Previously, Luo et al., 2001, demonstrated that an artificial fusion construct of MLL and EAF1 transformed HPCs and induced leukemia, which suggested that the ELL-EAF1 interaction, rather than ELL-AEP interaction, played a major role in MLL-ELL-mediated leukemic transformation. To examine the structural requirements for MLL-EAF1-mediated transformation, we generated artificial fusion constructs in which MTM or MTMT is fused to EAF1 domains and examined their transforming properties (Figure 5G and Figure 5—figure supplement 1A). As reported previously (Okuda et al., 2015), an MTM construct fused to an AF4 portion containing the SDE and NKW motifs (i.e., MTMh-AF4-2C-abc) activated Hoxa9 expression and immortalized HPCs, while a similar construct lacking the NKW motif (i.e., MTMh-AF4-2C-ab) failed to transform (Figure 5G). Accordingly, an MTM construct fused to the C-terminal half of EAF1 containing the SDE motif but lacking the NKW motif failed to transform HPCs (Figure 5G, see MTMh-EAF1-C). However, an MTM construct fused to the entire EAF1 demonstrated partial transforming properties, which maintained the expression of Hoxa9 in the early passages, but failed to immortalize HPCs (Figure 5G, see MTMh-EAF1). MTMT constructs fused to the EHD fully transformed HPCs (Figure 5G, see MTMTh-EAF1 and MTMTh-EAF1-N). This trend is reminiscent of MLL-AF6 which transforms HPCs by homodimerization (Figure 1BLiedtke et al., 2010) and suggests that MLL-EAF1 transforms by EHD-mediated homodimerization rather than by ELL-EAF1 interaction. Knockdown of Mllt1 (the gene encoding ENL) in MLL-ELL-ICs perturbed colony formation and Hoxa9 expression, while its effects on MLL-ENL-ICs were relatively limited presumably because MLL-ENL can directly recruit AEP (Figure 5—figure supplement 1B). With these results, we speculated that MLL-ELL transforms HPCs through the recruitment of AEP, while MLL-EAF1 transforms via homodimerization in a mechanism similar to MLL-AF6.

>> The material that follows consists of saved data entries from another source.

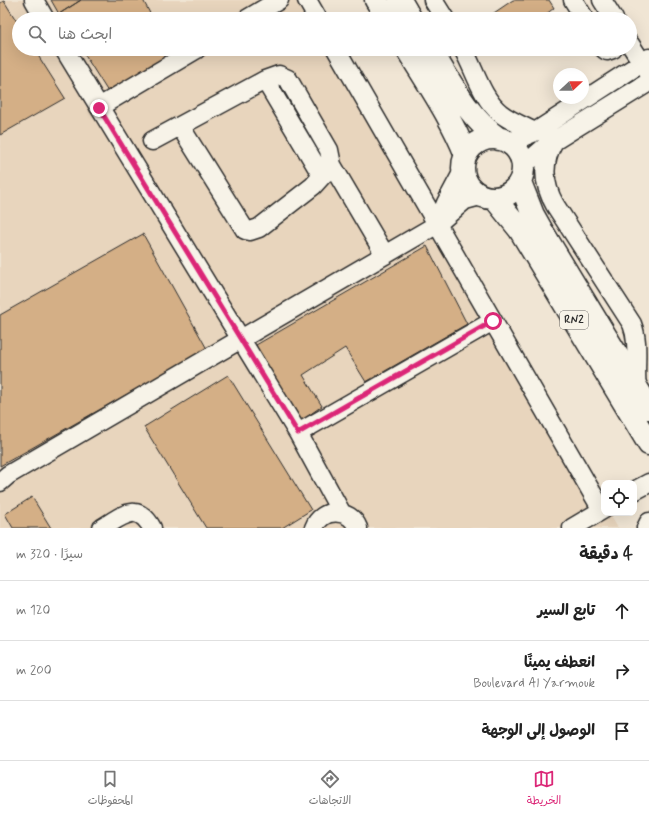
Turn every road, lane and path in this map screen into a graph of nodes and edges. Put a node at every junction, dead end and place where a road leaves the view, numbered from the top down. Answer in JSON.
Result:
{"nodes":[{"id":1,"x":34,"y":0,"type":"edge"},
{"id":2,"x":279,"y":0,"type":"edge"},
{"id":3,"x":308,"y":0,"type":"edge"},
{"id":4,"x":376,"y":0,"type":"edge"},
{"id":5,"x":400,"y":0,"type":"edge"},
{"id":6,"x":433,"y":0,"type":"edge"},
{"id":7,"x":573,"y":0,"type":"edge"},
{"id":8,"x":602,"y":0,"type":"edge"},
{"id":9,"x":41,"y":12,"type":"edge"},
{"id":10,"x":259,"y":12,"type":"edge"},
{"id":11,"x":314,"y":12,"type":"edge"},
{"id":12,"x":384,"y":12,"type":"edge"},
{"id":13,"x":407,"y":12,"type":"edge"},
{"id":14,"x":441,"y":12,"type":"edge"},
{"id":15,"x":581,"y":12,"type":"edge"},
{"id":16,"x":610,"y":12,"type":"edge"},
{"id":17,"x":637,"y":53,"type":"edge"},
{"id":18,"x":68,"y":56,"type":"edge"},
{"id":19,"x":185,"y":56,"type":"edge"},
{"id":20,"x":340,"y":56,"type":"edge"},
{"id":21,"x":411,"y":56,"type":"edge"},
{"id":22,"x":434,"y":56,"type":"edge"},
{"id":23,"x":466,"y":56,"type":"edge"},
{"id":24,"x":647,"y":65,"type":"edge"},
{"id":25,"x":649,"y":82,"type":"edge"},
{"id":26,"x":99,"y":108,"type":"junction"},
{"id":27,"x":180,"y":126,"type":"junction"},
{"id":28,"x":535,"y":132,"type":"junction"},
{"id":29,"x":503,"y":140,"type":"junction"},
{"id":30,"x":152,"y":141,"type":"dead end"},
{"id":31,"x":554,"y":141,"type":"junction"},
{"id":32,"x":465,"y":163,"type":"junction"},
{"id":33,"x":327,"y":171,"type":"junction"},
{"id":34,"x":522,"y":174,"type":"junction"},
{"id":35,"x":488,"y":197,"type":"junction"},
{"id":36,"x":436,"y":225,"type":"junction"},
{"id":37,"x":385,"y":255,"type":"junction"},
{"id":38,"x":493,"y":321,"type":"junction"},
{"id":39,"x":241,"y":339,"type":"junction"},
{"id":40,"x":637,"y":388,"type":"junction"},
{"id":41,"x":649,"y":408,"type":"edge"},
{"id":42,"x":298,"y":433,"type":"junction"},
{"id":43,"x":649,"y":444,"type":"edge"},
{"id":44,"x":323,"y":479,"type":"junction"},
{"id":45,"x":0,"y":482,"type":"edge"},
{"id":46,"x":649,"y":483,"type":"edge"},
{"id":47,"x":637,"y":490,"type":"edge"},
{"id":48,"x":601,"y":506,"type":"edge"},
{"id":49,"x":601,"y":510,"type":"edge"},
{"id":50,"x":341,"y":512,"type":"junction"},
{"id":51,"x":649,"y":522,"type":"edge"},
{"id":52,"x":317,"y":523,"type":"edge"},
{"id":53,"x":102,"y":528,"type":"edge"},
{"id":54,"x":152,"y":528,"type":"edge"},
{"id":55,"x":358,"y":528,"type":"edge"},
{"id":56,"x":572,"y":528,"type":"edge"},
{"id":57,"x":646,"y":528,"type":"edge"}],
"edges":[{"from":1,"to":9,"type":"street"},
{"from":2,"to":10,"type":"street"},
{"from":3,"to":11,"type":"street"},
{"from":4,"to":12,"type":"highway"},
{"from":5,"to":13,"type":"highway"},
{"from":6,"to":14,"type":"street"},
{"from":7,"to":15,"type":"street"},
{"from":8,"to":16,"type":"street"},
{"from":17,"to":24,"type":"street"},
{"from":18,"to":26,"type":"street"},
{"from":19,"to":26,"type":"street"},
{"from":20,"to":36,"type":"street"},
{"from":21,"to":32,"type":"highway","number":"RN2"},
{"from":22,"to":29,"type":"highway","number":"RN2"},
{"from":23,"to":28,"type":"street"},
{"from":24,"to":28,"type":"street"},
{"from":25,"to":31,"type":"street"},
{"from":26,"to":39,"type":"street"},
{"from":27,"to":30,"type":"street"},
{"from":27,"to":33,"type":"street"},
{"from":27,"to":33,"type":"street"},
{"from":28,"to":29,"type":"street"},
{"from":29,"to":32,"type":"highway"},
{"from":29,"to":34,"type":"highway","number":"RN2"},
{"from":31,"to":34,"type":"street"},
{"from":31,"to":40,"type":"street"},
{"from":32,"to":35,"type":"highway","number":"RN2"},
{"from":32,"to":36,"type":"street"},
{"from":33,"to":37,"type":"street"},
{"from":34,"to":35,"type":"highway"},
{"from":34,"to":40,"type":"highway","number":"RN2"},
{"from":35,"to":36,"type":"street"},
{"from":35,"to":43,"type":"highway","number":"RN2"},
{"from":36,"to":37,"type":"street"},
{"from":36,"to":38,"type":"street"},
{"from":37,"to":39,"type":"street"},
{"from":38,"to":42,"type":"street"},
{"from":38,"to":48,"type":"street"},
{"from":39,"to":42,"type":"street"},
{"from":39,"to":45,"type":"street"},
{"from":40,"to":41,"type":"highway","number":"RN2"},
{"from":42,"to":44,"type":"street"},
{"from":44,"to":50,"type":"street"},
{"from":44,"to":52,"type":"street"},
{"from":46,"to":47,"type":"street"},
{"from":49,"to":56,"type":"street"},
{"from":50,"to":52,"type":"street"},
{"from":50,"to":55,"type":"street"},
{"from":51,"to":57,"type":"street"},
{"from":53,"to":54,"type":"street"}]}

MLL-ELL transforms HPCs via association with AEP, but not with EAF1 or p53

To further evaluate the significance of ELL-AF4 and ELL-EAF1 interactions in MLL-ELL-mediated leukemic transformation, we introduced S600A/K606T double mutation (hereafter denoted as SA/KT) to the ELL portion, which was initially predicted to impair ELL-AF4 interaction based on the structural data for the ELL2/AF5Q31 complex (Qi et al., 2017). Indeed, the mutation severely attenuated ELL-AF4 interaction (Figure 6A, see fGAL4-ELL″ SA/KT). However, a substantial amount of AF4 (mostly the processed forms of AF4) remained associated with the SA/KT mutant, while co-precipitation of EAF1 was completely abolished. These results suggest that SA/KT mutation abolishes the primary contact of ELL for AF4 and EAF1, while there is an additional contact for AF4 that is unaffected by this mutation. Western blotting of the input samples of the chromatin fraction showed that the SA/KT mutant increased the amount of processed forms of AF4 in the chromatin fraction like the intact form (Figure 6A, see fGAL4-ELL″ and fGAL4-ELL″SA/KT in the Xpress blot), thus further confirming the interaction with fGAL4-ELL″ SA/KT and AF4. ChIP-qPCR analysis confirmed that exogenously expressed AF4 was recruited to the target chromatin by fGAL4-ELL″ SA/KT, while EAF1 was not (Figure 6B). Moreover, fGAL4-ELL″ SA/KT co-precipitated endogenous AF4 and AF5Q31 (Figure 6—figure supplement 1A), while it failed to pull down p53, another ELL associating factor (Wiederschain et al., 2003). fGAL4-ELL″ SA/KT recruited a substantial amount of endogenous ENL and CyclinT1 to the GAL4-responsive promoter (Figure 6—figure supplement 1B), indicating that the SA/KT mutant is competent for loading AEP onto chromatin.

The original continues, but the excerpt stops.